I'm more amateur than professional. So your C&C are welcome.
If you like it, whole photo set from this wedding -> dz-foto.lt | Janina ir Arvydas, vestuviu foto istorija


----------



## Derrel (Nov 23, 2009)

Nice shots! I like the bride and groom with the reflection, and the low-angle shot of her with her veil is lovely. Good work.


----------



## PatrickHMS (Nov 23, 2009)

In the very last shot, look at the expression on the face of the groom as he is carrying her...lol 

*Nice work!!!!!!*


----------



## dzfoto (Nov 23, 2009)

The day was so rainy and windy so the expression shows it all 
Thanks for reply!



PatrickHMS said:


> In the very last shot, look at the expression on the face of the groom as he is carrying her...lol
> 
> *Nice work!!!!!!*


----------



## IgsEMT (Nov 23, 2009)

*Over all Great Job.*
Few points: 
*Try not to blow the highlights out unless you like that - image 1 - looking into the white, personally, I'd like to see where/what is she looking at.
*you got the details of the dress - *great* many ppl don't realize how important it is to get that (bride is paying LOTs of $ for the dress and should see the details. 
*using flash? - its a questionable matter for some and no brainer for others. Even when flash won't add any light, I use it just to get catch lights. I love seeing catch lights, it adds a bit of spark to the image thus 99% of the time I'm using my flash.

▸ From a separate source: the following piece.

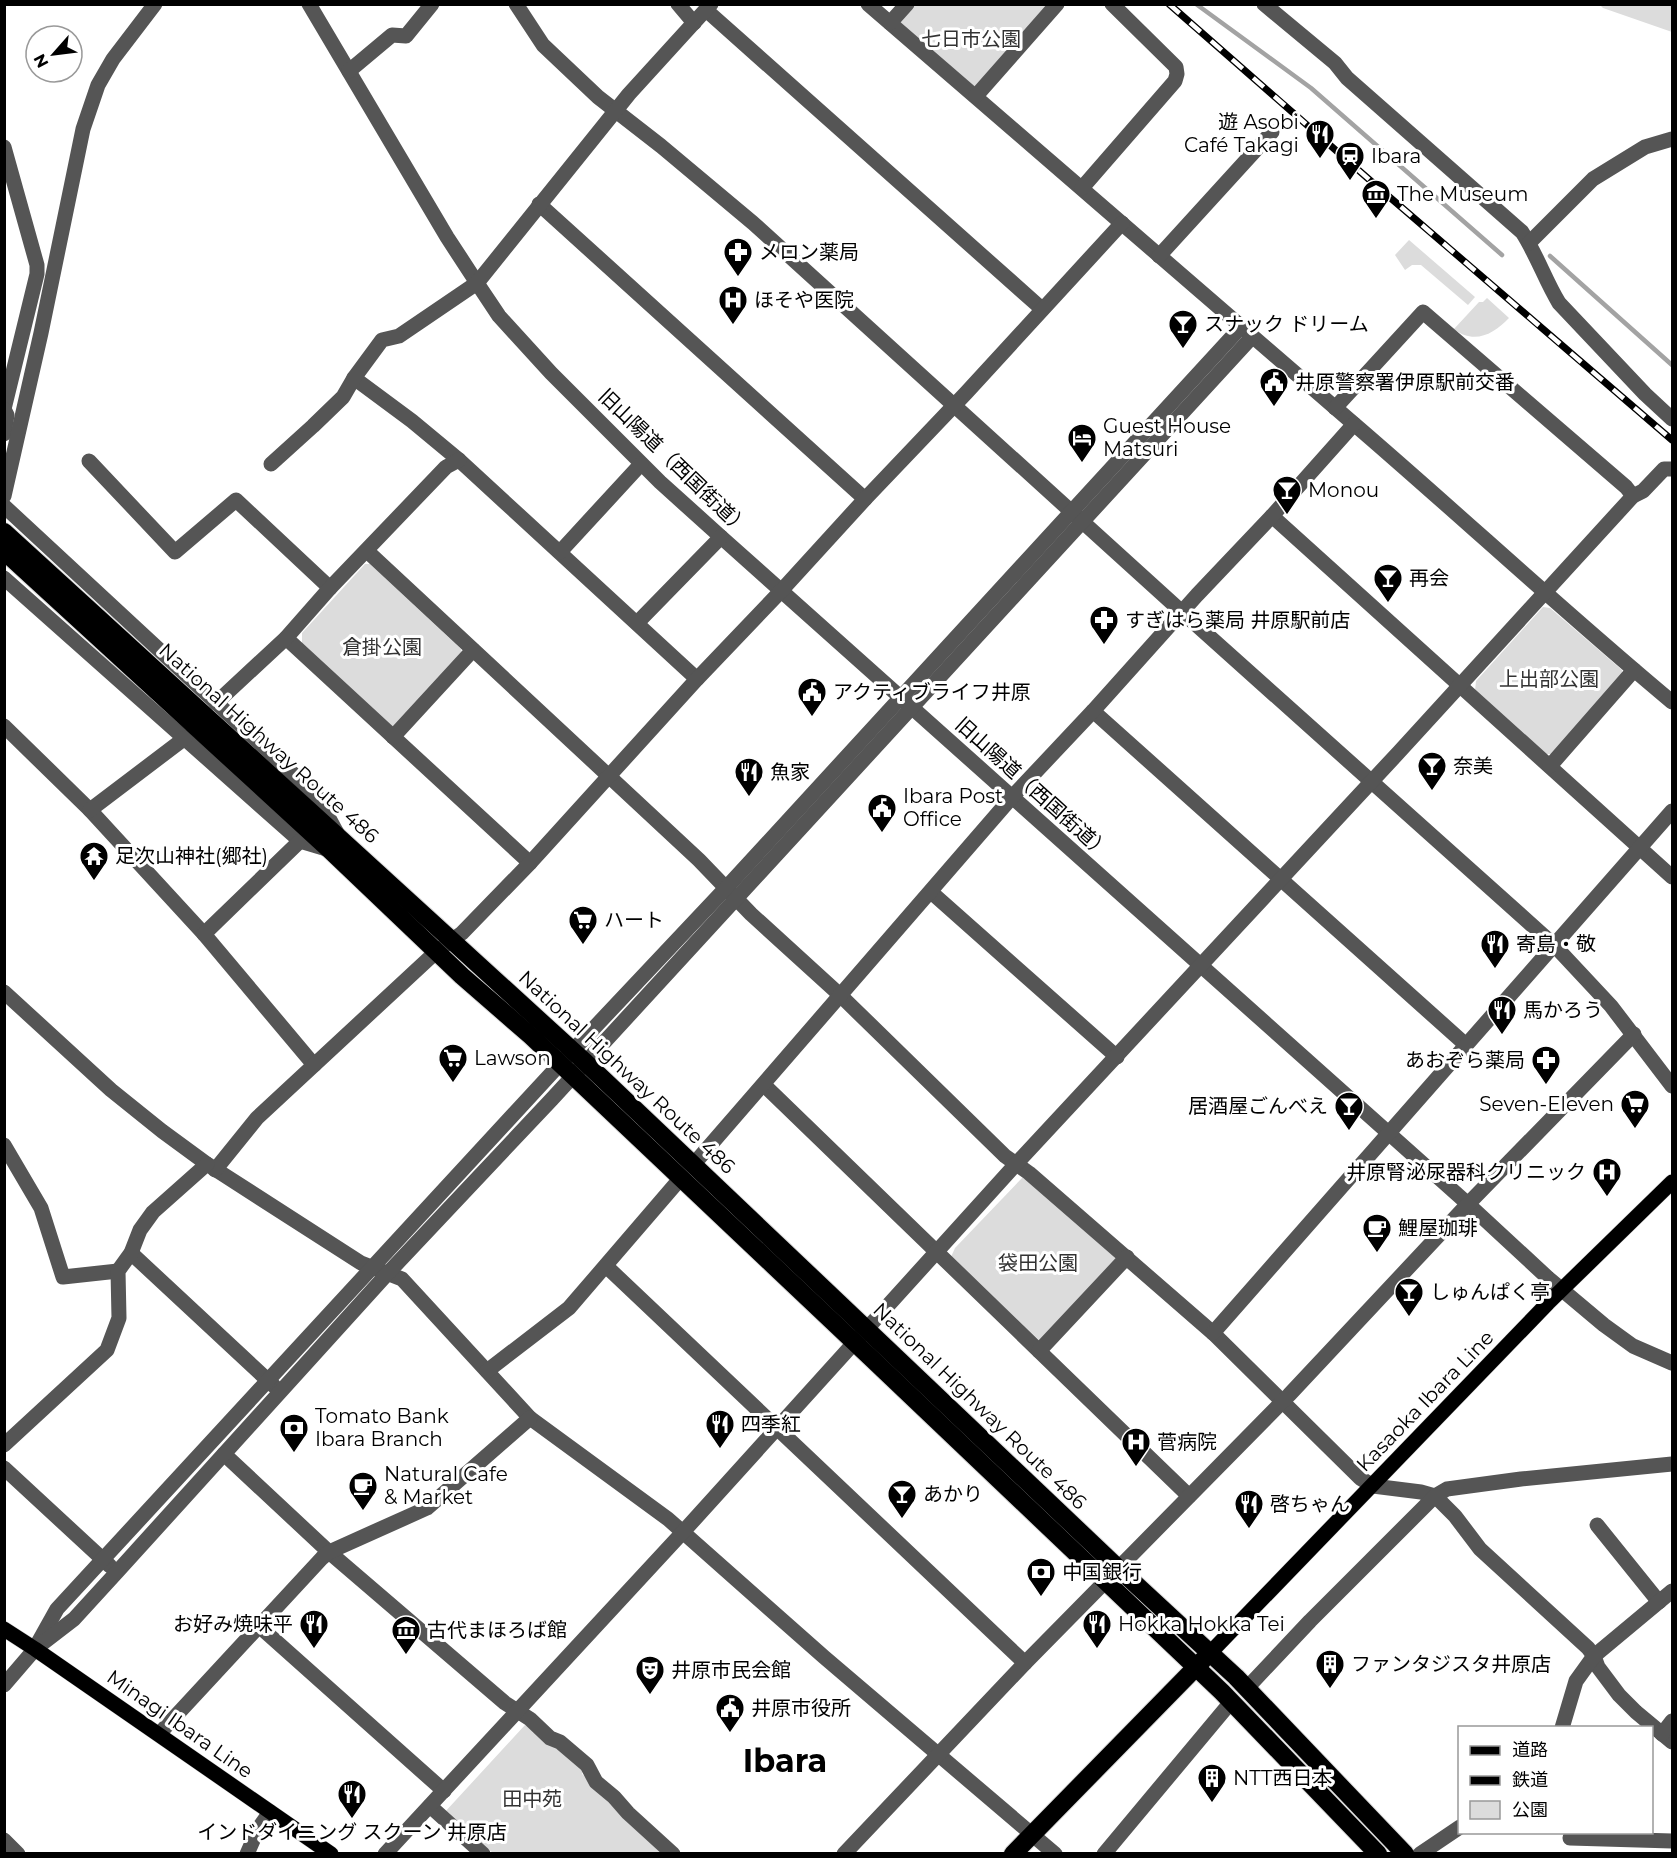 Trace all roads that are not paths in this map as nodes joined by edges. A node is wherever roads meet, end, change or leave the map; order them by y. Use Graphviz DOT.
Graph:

Some images from your link - you blew the dress out 
http://www.dz-foto.lt/galerija/vestuves/janina-arvydas/janina_arvydas_dz-foto_34.jpg - If it was a girl or a boy staring at the young couple, then its a cute capture but as is - just waste of film (_yes I'm a freak and continuously thinking of film _- *in film* the way I was taught it _*THINK*_ Before shooting - thus you won't loose any frames b/c lost frame = waste of $).

For someone who claims *not* being a pro, you captured stuff pretty well.
*Keep up the great job!*


----------



## SrBiscuit (Nov 23, 2009)

#4 is fantastic...i only wish the whole train/veil was in there.
just alittle nitpick, but other than that, i LOVE it.


----------



## dzfoto (Nov 23, 2009)

Thanks!

Personally I use flash very rare. I mean 2-5% of my photos are done with flash.
About blowing the highlights out..oh.. Thats a head pain. Technically I always try to have a good light on the faces first, that is my priority point doing some portraits rather than the details around... Of course there are lots of situations where it could be fixed. But with a lack of time...  you know wedding is the photography where you have no second shot.. 
Thanks again



IgsEMT said:


> *Over all Great Job.*
> Few points:
> *Try not to blow the highlights out unless you like that - image 1 - looking into the white, personally, I'd like to see where/what is she looking at.
> *you got the details of the dress - *great* many ppl don't realize how important it is to get that (bride is paying LOTs of $ for the dress and should see the details.
> ...


----------



## IgsEMT (Nov 23, 2009)

*Flash *for me is a source of catch lights. i love them and want to see them when possible. It also allows me to control my lighting environment and produce natural portraits with accent (my lights)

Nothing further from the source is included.